*HOW TO COMPLETE THIS TASK*.
Below are the records; reproduce all of them exactly but without any images.

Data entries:
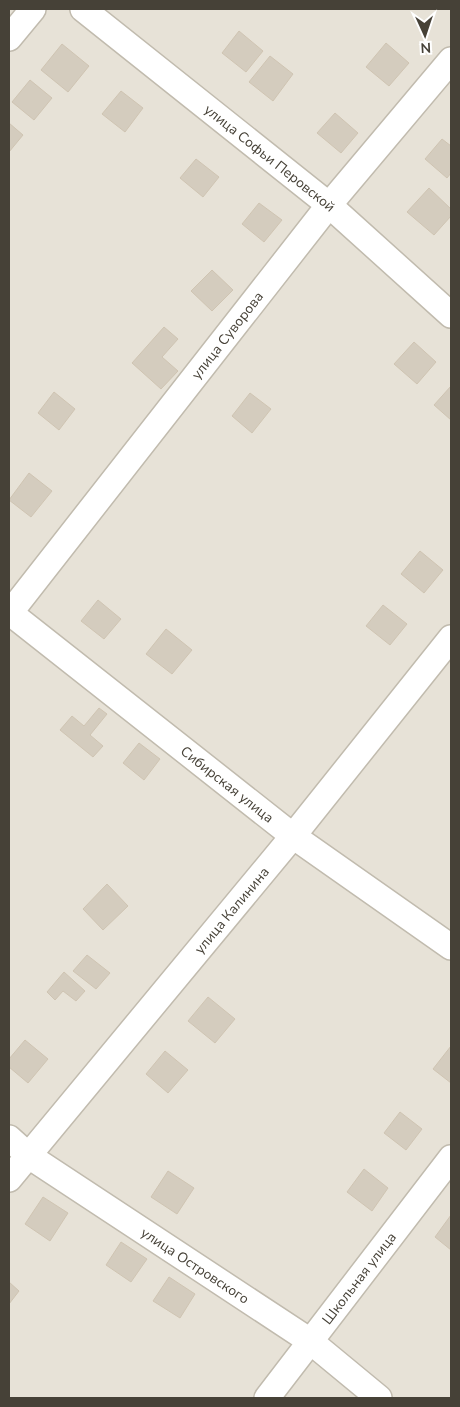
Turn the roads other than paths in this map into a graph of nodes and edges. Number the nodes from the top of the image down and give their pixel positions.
1 (33, 9) edge
2 (83, 9) edge
3 (9, 38) edge
4 (451, 60) edge
5 (329, 205) junction
6 (451, 315) edge
7 (9, 613) edge
8 (451, 638) edge
9 (293, 836) junction
10 (451, 947) edge
11 (9, 1138) edge
12 (28, 1156) junction
13 (451, 1158) edge
14 (9, 1180) edge
15 (310, 1342) junction
16 (267, 1398) edge
17 (379, 1398) edge

1 - 3 street
2 - 5 street, улица Софьи Перовской
4 - 5 street, улица Суворова
5 - 6 street, улица Софьи Перовской
5 - 7 street, улица Суворова
7 - 9 street, Сибирская улица
8 - 9 street, улица Калинина
9 - 10 street, Сибирская улица
9 - 12 street, улица Калинина
11 - 12 street, улица Островского
12 - 14 street, улица Калинина
12 - 15 street, улица Островского
13 - 15 street, Школьная улица
15 - 16 street, Школьная улица
15 - 17 street, улица Островского

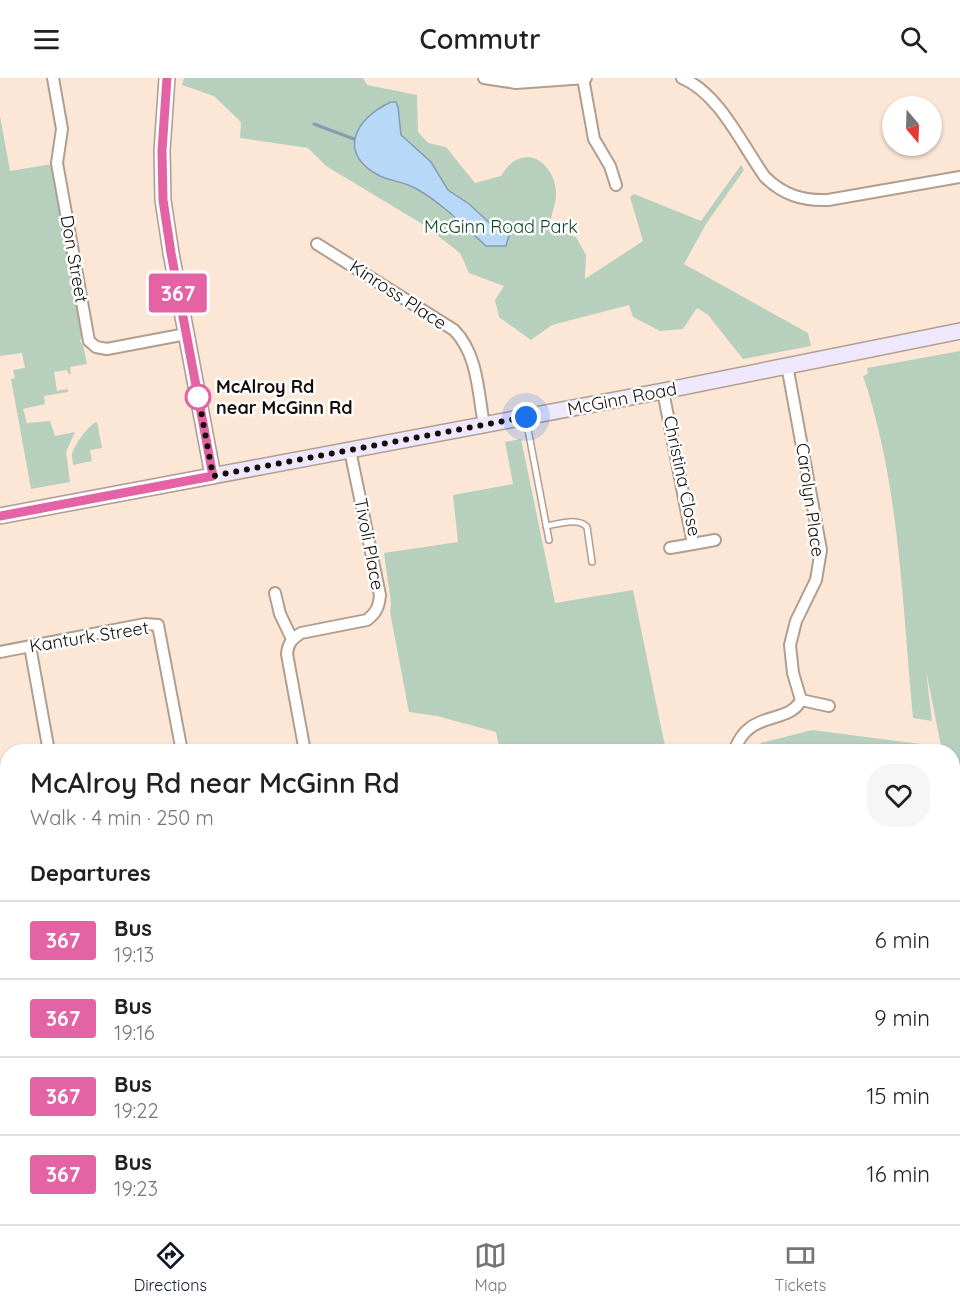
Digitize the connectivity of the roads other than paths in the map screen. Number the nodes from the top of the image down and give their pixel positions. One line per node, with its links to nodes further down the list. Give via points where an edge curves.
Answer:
1 (53, 78): 10 (street, Don Street, via 62,129 57,163 89,341 107,349)
2 (167, 78): 10 (street, via 163,200)
3 (484, 78): 4 (street, via 516,83)
4 (584, 78): 7 (street, via 594,138)
5 (682, 78): 6 (street, via 703,89 714,101 765,177 795,197 828,200)
6 (960, 177)
7 (616, 184)
8 (317, 244): 14 (street, Kinross Place, via 454,330 471,355)
9 (960, 332): 11 (street, McGinn Road)
10 (186, 334): 16 (street)
11 (788, 365): 12 (street, McGinn Road); 28 (street, Carolyn Place, via 821,550 816,580 796,621 790,645)
12 (663, 391): 13 (street, McGinn Road); 21 (street, Christina Close)
13 (526, 417): 14 (street, McGinn Road); 18 (lane)
14 (484, 425): 15 (street, McGinn Road)
15 (350, 450): 16 (street, McGinn Road); 25 (street, Tivoli Place, via 380,595 379,607 366,620 301,633)
16 (213, 476): 17 (street, McGinn Road)
17 (0, 516)
18 (546, 526): 19 (lane); 23 (lane, via 576,521 584,524)
19 (549, 540)
20 (715, 540): 21 (street, Christina Close)
21 (693, 544): 22 (street)
22 (670, 548)
23 (592, 562)
24 (275, 593): 25 (street)
25 (292, 639): 32 (street, via 287,654)
26 (30, 646): 27 (street, Kanturk Street); 30 (street); 31 (street, Kanturk Street, via 145,624 158,625)
27 (0, 652)
28 (801, 700): 29 (street); 33 (street, via 793,710 750,726)
29 (830, 706)
30 (48, 744)
31 (180, 744)
32 (303, 744)
33 (737, 744)

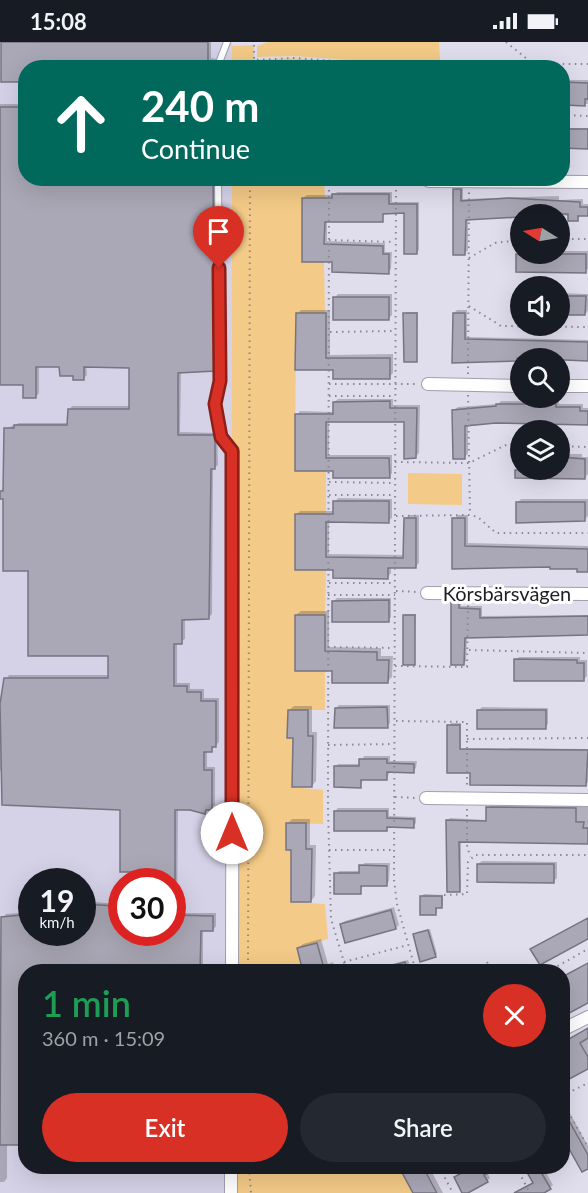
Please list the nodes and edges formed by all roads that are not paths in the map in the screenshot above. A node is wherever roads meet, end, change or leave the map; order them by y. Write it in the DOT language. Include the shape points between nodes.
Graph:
graph roads {
  1 [pos="227,42"];
  2 [pos="220,60"];
  3 [pos="570,182"];
  4 [pos="588,182"];
  5 [pos="218,186"];
  6 [pos="428,384"];
  7 [pos="510,386"];
  8 [pos="570,386"];
  9 [pos="588,386"];
  10 [pos="232,451"];
  11 [pos="427,592"];
  12 [pos="588,594"];
  13 [pos="426,798"];
  14 [pos="588,800"];
  15 [pos="232,964"];
  16 [pos="588,1017"];
  17 [pos="570,1026"];
  18 [pos="231,1174"];
  19 [pos="231,1193"];
  1 -- 2 [label="lane"];
  3 -- 4 [label="street"];
  5 -- 10 [label="lane" via="220,381 215,404 221,437"];
  6 -- 7 [label="street"];
  8 -- 9 [label="street"];
  10 -- 15 [label="street"];
  11 -- 12 [label="street, Körsbärsvägen"];
  13 -- 14 [label="street"];
  16 -- 17 [label="street"];
  18 -- 19 [label="street"];
}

*EXERCISE RESPONSE*.
Turn the roads other than paths in this map into a graph of nodes and edges. Number the nodes from the top of the image down and give their pixel positions.
1 (33, 9) edge
2 (83, 9) edge
3 (9, 38) edge
4 (451, 60) edge
5 (329, 205) junction
6 (451, 315) edge
7 (9, 613) edge
8 (451, 638) edge
9 (293, 836) junction
10 (451, 947) edge
11 (9, 1138) edge
12 (28, 1156) junction
13 (451, 1158) edge
14 (9, 1180) edge
15 (310, 1342) junction
16 (267, 1398) edge
17 (379, 1398) edge

1 - 3 street
2 - 5 street, улица Софьи Перовской
4 - 5 street, улица Суворова
5 - 6 street, улица Софьи Перовской
5 - 7 street, улица Суворова
7 - 9 street, Сибирская улица
8 - 9 street, улица Калинина
9 - 10 street, Сибирская улица
9 - 12 street, улица Калинина
11 - 12 street, улица Островского
12 - 14 street, улица Калинина
12 - 15 street, улица Островского
13 - 15 street, Школьная улица
15 - 16 street, Школьная улица
15 - 17 street, улица Островского

Digitize the connectivity of the roads other than paths in the map screen. Number the nodes from the top of the image down and give their pixel positions. One line per node, with its links to nodes further down the list. Give via points where an edge curves.
Answer:
1 (53, 78): 10 (street, Don Street, via 62,129 57,163 89,341 107,349)
2 (167, 78): 10 (street, via 163,200)
3 (484, 78): 4 (street, via 516,83)
4 (584, 78): 7 (street, via 594,138)
5 (682, 78): 6 (street, via 703,89 714,101 765,177 795,197 828,200)
6 (960, 177)
7 (616, 184)
8 (317, 244): 14 (street, Kinross Place, via 454,330 471,355)
9 (960, 332): 11 (street, McGinn Road)
10 (186, 334): 16 (street)
11 (788, 365): 12 (street, McGinn Road); 28 (street, Carolyn Place, via 821,550 816,580 796,621 790,645)
12 (663, 391): 13 (street, McGinn Road); 21 (street, Christina Close)
13 (526, 417): 14 (street, McGinn Road); 18 (lane)
14 (484, 425): 15 (street, McGinn Road)
15 (350, 450): 16 (street, McGinn Road); 25 (street, Tivoli Place, via 380,595 379,607 366,620 301,633)
16 (213, 476): 17 (street, McGinn Road)
17 (0, 516)
18 (546, 526): 19 (lane); 23 (lane, via 576,521 584,524)
19 (549, 540)
20 (715, 540): 21 (street, Christina Close)
21 (693, 544): 22 (street)
22 (670, 548)
23 (592, 562)
24 (275, 593): 25 (street)
25 (292, 639): 32 (street, via 287,654)
26 (30, 646): 27 (street, Kanturk Street); 30 (street); 31 (street, Kanturk Street, via 145,624 158,625)
27 (0, 652)
28 (801, 700): 29 (street); 33 (street, via 793,710 750,726)
29 (830, 706)
30 (48, 744)
31 (180, 744)
32 (303, 744)
33 (737, 744)

Please list the nodes and edges formed by all roads that are not paths in the map in the screenshot above. A node is wherever roads meet, end, change or leave the map; order them by y. Write it in the DOT language. Include the shape points between nodes.
Graph:
graph roads {
  1 [pos="227,42"];
  2 [pos="220,60"];
  3 [pos="570,182"];
  4 [pos="588,182"];
  5 [pos="218,186"];
  6 [pos="428,384"];
  7 [pos="510,386"];
  8 [pos="570,386"];
  9 [pos="588,386"];
  10 [pos="232,451"];
  11 [pos="427,592"];
  12 [pos="588,594"];
  13 [pos="426,798"];
  14 [pos="588,800"];
  15 [pos="232,964"];
  16 [pos="588,1017"];
  17 [pos="570,1026"];
  18 [pos="231,1174"];
  19 [pos="231,1193"];
  1 -- 2 [label="lane"];
  3 -- 4 [label="street"];
  5 -- 10 [label="lane" via="220,381 215,404 221,437"];
  6 -- 7 [label="street"];
  8 -- 9 [label="street"];
  10 -- 15 [label="street"];
  11 -- 12 [label="street, Körsbärsvägen"];
  13 -- 14 [label="street"];
  16 -- 17 [label="street"];
  18 -- 19 [label="street"];
}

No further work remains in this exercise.